* Task brief
Below are records to be repeated in full. Give them exactly.

*** Opening of Data for processing ***

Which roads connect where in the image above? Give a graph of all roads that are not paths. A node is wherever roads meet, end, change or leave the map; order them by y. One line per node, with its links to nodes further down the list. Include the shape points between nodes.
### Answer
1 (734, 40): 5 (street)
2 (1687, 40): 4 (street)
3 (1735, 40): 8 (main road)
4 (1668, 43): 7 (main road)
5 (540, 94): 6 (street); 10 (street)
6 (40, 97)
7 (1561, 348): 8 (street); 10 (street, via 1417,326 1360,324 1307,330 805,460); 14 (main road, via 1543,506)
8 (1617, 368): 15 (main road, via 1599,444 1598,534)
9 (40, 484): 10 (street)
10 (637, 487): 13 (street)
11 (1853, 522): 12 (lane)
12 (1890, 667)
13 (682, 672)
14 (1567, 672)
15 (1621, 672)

*** Close of Data for processing ***

* Problem solution
Which roads connect where in the image above? Give a graph of all roads that are not paths. A node is wherever roads meet, end, change or leave the map; order them by y. One line per node, with its links to nodes further down the list. Include the shape points between nodes.
### Answer
1 (734, 40): 5 (street)
2 (1687, 40): 4 (street)
3 (1735, 40): 8 (main road)
4 (1668, 43): 7 (main road)
5 (540, 94): 6 (street); 10 (street)
6 (40, 97)
7 (1561, 348): 8 (street); 10 (street, via 1417,326 1360,324 1307,330 805,460); 14 (main road, via 1543,506)
8 (1617, 368): 15 (main road, via 1599,444 1598,534)
9 (40, 484): 10 (street)
10 (637, 487): 13 (street)
11 (1853, 522): 12 (lane)
12 (1890, 667)
13 (682, 672)
14 (1567, 672)
15 (1621, 672)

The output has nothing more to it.